** PROBLEM TO WORK ON **
Exactly reproduce all the records, keeping pictures out of the copy.

━━━━━ DATA EXCERPTS ━━━━━

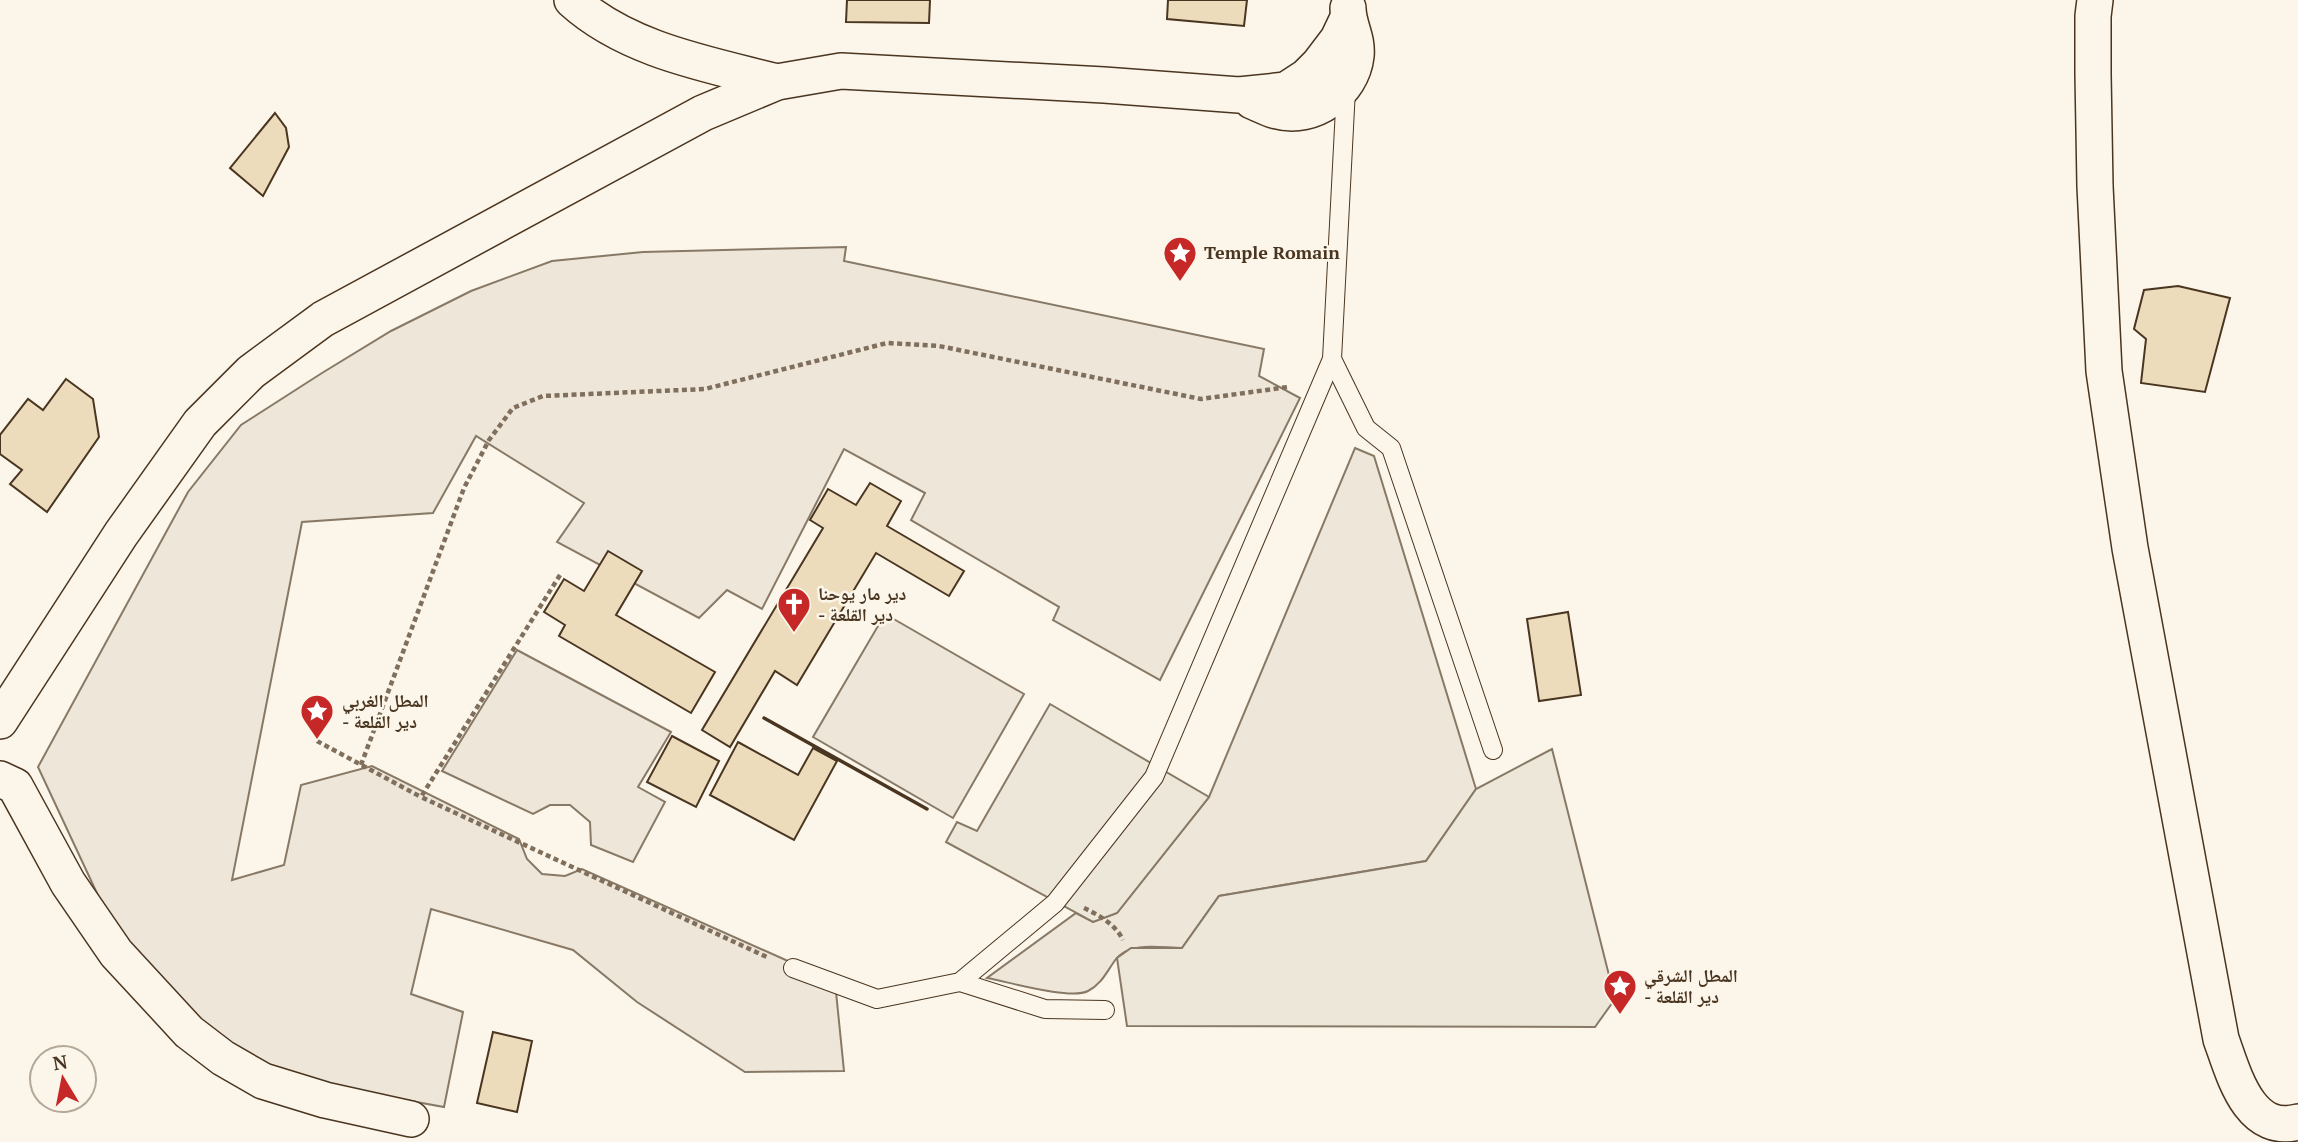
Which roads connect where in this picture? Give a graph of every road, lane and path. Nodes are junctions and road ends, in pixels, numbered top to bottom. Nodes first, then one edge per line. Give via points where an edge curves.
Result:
1 (572, 0) edge
2 (2095, 0) edge
3 (1348, 9) edge
4 (1317, 79) junction
5 (777, 82) junction
6 (1346, 85) junction
7 (1343, 131) junction
8 (1332, 359) junction
9 (1322, 383) junction
10 (560, 575) dead end
11 (0, 721) edge
12 (317, 741) dead end
13 (1493, 750) dead end
14 (362, 765) junction
15 (0, 779) edge
16 (421, 797) junction
17 (1100, 916) dead end
18 (1123, 940) dead end
19 (785, 964) joint
20 (960, 982) junction
21 (1105, 1010) dead end
22 (411, 1119) dead end
23 (2298, 1122) edge

1 - 5 street via 598,21 662,50
2 - 23 street via 2095,174 2104,371 2169,765 2221,1039 2235,1079 2253,1111 2264,1119 2278,1124
3 - 4 street
3 - 6 street via 1357,41
4 - 5 street via 1296,112 1278,112 1239,95 1104,85 841,71
4 - 6 street via 1332,100
4 - 7 lane
5 - 11 street via 703,113 323,319 251,372 200,423 121,534
6 - 7 lane
7 - 8 lane
8 - 9 lane
8 - 13 lane via 1366,428 1391,448
9 - 14 path via 1202,399 939,346 887,344 705,388 543,396 513,408 489,440 464,488
9 - 20 lane via 1154,777 1055,903
10 - 16 path
12 - 14 path
14 - 16 path
15 - 22 street via 15,786 68,883 116,953 189,1032 263,1080 325,1100
16 - 19 path
17 - 18 path
19 - 20 lane via 877,999
20 - 21 lane via 1045,1009

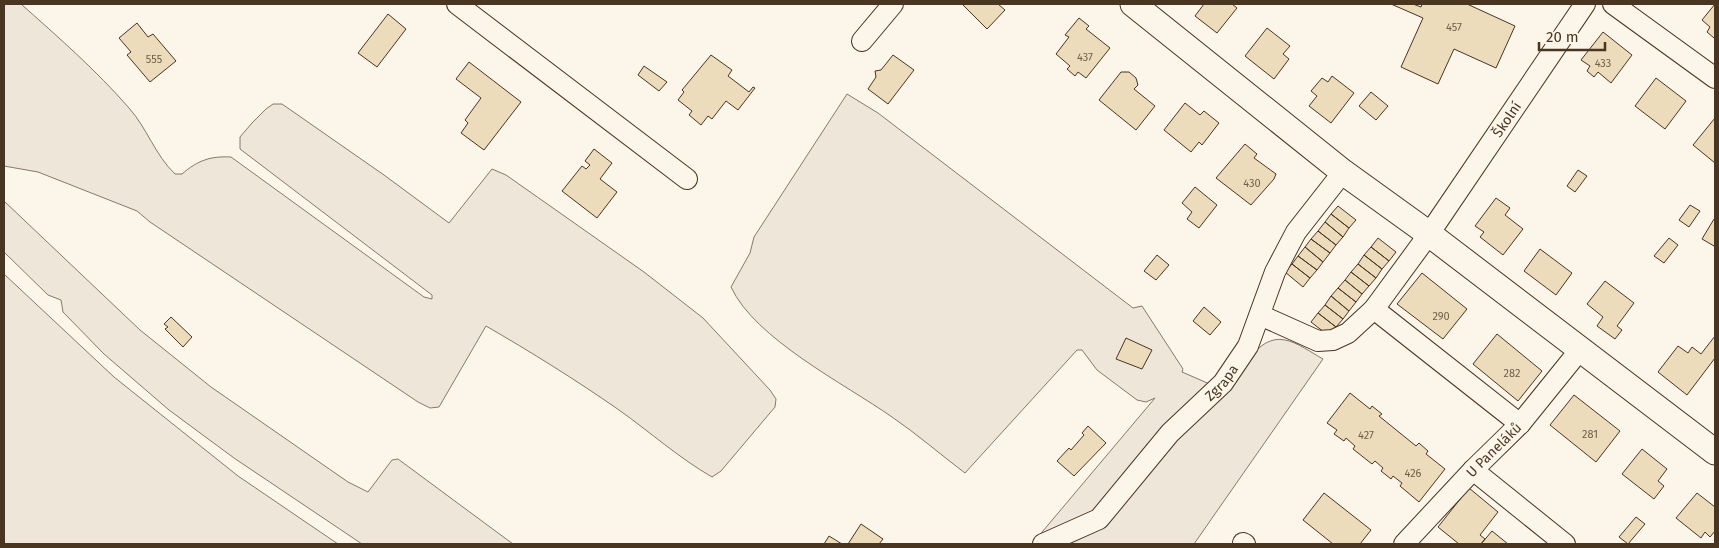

━━━━━

** SOLUTION TO THE PROBLEM **
Which roads connect where in this picture? Give a graph of every road, lane and path. Nodes are junctions and road ends, in pixels, numbered top to bottom. Nodes first, then one edge per line. Give via points where an edge curves.
Result:
1 (572, 0) edge
2 (2095, 0) edge
3 (1348, 9) edge
4 (1317, 79) junction
5 (777, 82) junction
6 (1346, 85) junction
7 (1343, 131) junction
8 (1332, 359) junction
9 (1322, 383) junction
10 (560, 575) dead end
11 (0, 721) edge
12 (317, 741) dead end
13 (1493, 750) dead end
14 (362, 765) junction
15 (0, 779) edge
16 (421, 797) junction
17 (1100, 916) dead end
18 (1123, 940) dead end
19 (785, 964) joint
20 (960, 982) junction
21 (1105, 1010) dead end
22 (411, 1119) dead end
23 (2298, 1122) edge

1 - 5 street via 598,21 662,50
2 - 23 street via 2095,174 2104,371 2169,765 2221,1039 2235,1079 2253,1111 2264,1119 2278,1124
3 - 4 street
3 - 6 street via 1357,41
4 - 5 street via 1296,112 1278,112 1239,95 1104,85 841,71
4 - 6 street via 1332,100
4 - 7 lane
5 - 11 street via 703,113 323,319 251,372 200,423 121,534
6 - 7 lane
7 - 8 lane
8 - 9 lane
8 - 13 lane via 1366,428 1391,448
9 - 14 path via 1202,399 939,346 887,344 705,388 543,396 513,408 489,440 464,488
9 - 20 lane via 1154,777 1055,903
10 - 16 path
12 - 14 path
14 - 16 path
15 - 22 street via 15,786 68,883 116,953 189,1032 263,1080 325,1100
16 - 19 path
17 - 18 path
19 - 20 lane via 877,999
20 - 21 lane via 1045,1009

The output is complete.